(Items listed in a dataset)
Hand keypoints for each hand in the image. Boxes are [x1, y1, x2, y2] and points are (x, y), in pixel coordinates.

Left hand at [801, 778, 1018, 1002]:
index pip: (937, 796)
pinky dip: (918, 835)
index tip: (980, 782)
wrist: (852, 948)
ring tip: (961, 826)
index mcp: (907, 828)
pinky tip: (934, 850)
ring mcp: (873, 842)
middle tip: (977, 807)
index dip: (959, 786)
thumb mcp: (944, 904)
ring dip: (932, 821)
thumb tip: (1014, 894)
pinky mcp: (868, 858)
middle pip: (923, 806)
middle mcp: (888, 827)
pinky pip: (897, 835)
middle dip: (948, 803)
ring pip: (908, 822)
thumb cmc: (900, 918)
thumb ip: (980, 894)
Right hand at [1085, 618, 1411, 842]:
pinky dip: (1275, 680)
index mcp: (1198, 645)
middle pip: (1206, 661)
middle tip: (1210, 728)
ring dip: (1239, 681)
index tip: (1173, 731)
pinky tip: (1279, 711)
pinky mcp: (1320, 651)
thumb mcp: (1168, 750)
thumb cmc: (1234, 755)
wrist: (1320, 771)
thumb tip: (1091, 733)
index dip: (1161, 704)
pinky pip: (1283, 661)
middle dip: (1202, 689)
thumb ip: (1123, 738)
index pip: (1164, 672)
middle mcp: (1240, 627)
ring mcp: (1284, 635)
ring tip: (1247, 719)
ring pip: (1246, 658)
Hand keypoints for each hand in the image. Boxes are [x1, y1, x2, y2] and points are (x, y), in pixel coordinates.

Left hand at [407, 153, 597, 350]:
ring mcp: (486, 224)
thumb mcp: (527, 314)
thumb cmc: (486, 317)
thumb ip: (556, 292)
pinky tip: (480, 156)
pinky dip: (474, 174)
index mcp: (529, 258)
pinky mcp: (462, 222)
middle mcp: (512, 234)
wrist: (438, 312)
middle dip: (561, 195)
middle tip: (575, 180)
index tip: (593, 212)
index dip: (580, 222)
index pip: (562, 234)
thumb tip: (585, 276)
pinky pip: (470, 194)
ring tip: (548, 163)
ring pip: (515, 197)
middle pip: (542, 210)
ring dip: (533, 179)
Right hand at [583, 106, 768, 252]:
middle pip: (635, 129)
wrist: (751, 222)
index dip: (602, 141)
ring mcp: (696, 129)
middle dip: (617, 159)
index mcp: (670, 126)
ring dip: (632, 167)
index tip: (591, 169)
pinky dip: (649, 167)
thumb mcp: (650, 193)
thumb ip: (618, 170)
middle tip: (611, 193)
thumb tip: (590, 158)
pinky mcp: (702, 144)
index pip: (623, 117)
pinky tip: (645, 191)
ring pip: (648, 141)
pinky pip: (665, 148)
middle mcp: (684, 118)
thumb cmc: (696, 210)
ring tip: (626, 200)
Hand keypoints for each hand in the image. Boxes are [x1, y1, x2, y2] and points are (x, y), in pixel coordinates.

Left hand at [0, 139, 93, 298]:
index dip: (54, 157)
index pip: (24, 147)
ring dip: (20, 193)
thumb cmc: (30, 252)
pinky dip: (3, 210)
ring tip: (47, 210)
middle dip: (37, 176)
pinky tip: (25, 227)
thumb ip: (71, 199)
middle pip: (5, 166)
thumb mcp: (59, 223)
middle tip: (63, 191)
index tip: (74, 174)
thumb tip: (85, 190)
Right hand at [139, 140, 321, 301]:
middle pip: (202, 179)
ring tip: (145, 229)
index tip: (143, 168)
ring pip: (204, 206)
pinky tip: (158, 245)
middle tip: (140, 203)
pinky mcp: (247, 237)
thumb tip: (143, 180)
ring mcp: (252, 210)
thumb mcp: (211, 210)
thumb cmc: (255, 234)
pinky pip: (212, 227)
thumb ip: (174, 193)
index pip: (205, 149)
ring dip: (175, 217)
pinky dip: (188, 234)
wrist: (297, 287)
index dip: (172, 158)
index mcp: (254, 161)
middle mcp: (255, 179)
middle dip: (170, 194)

> **Task goal**:
Which lines should be output? Exactly those from the first line of the data through the line containing "pinky tip: (1279, 711)", inclusive.

> **Solution to the problem**:
Hand keypoints for each hand in the image. Boxes are [x1, y1, x2, y2] and points are (x, y), in pixel coordinates.

Left hand at [801, 778, 1018, 1002]:
index pip: (937, 796)
pinky dip: (918, 835)
index tip: (980, 782)
wrist: (852, 948)
ring tip: (961, 826)
index mcp: (907, 828)
pinky tip: (934, 850)
ring mcp: (873, 842)
middle tip: (977, 807)
index dip: (959, 786)
thumb mcp: (944, 904)
ring dip: (932, 821)
thumb tip: (1014, 894)
pinky mcp: (868, 858)
middle pip: (923, 806)
middle mcp: (888, 827)
pinky pip: (897, 835)
middle dip: (948, 803)
ring pip: (908, 822)
thumb cmc: (900, 918)
thumb ip: (980, 894)
Right hand at [1085, 618, 1411, 842]:
pinky dip: (1275, 680)
index mcp: (1198, 645)
middle pip: (1206, 661)
middle tip: (1210, 728)
ring dip: (1239, 681)
index tip: (1173, 731)
pinky tip: (1279, 711)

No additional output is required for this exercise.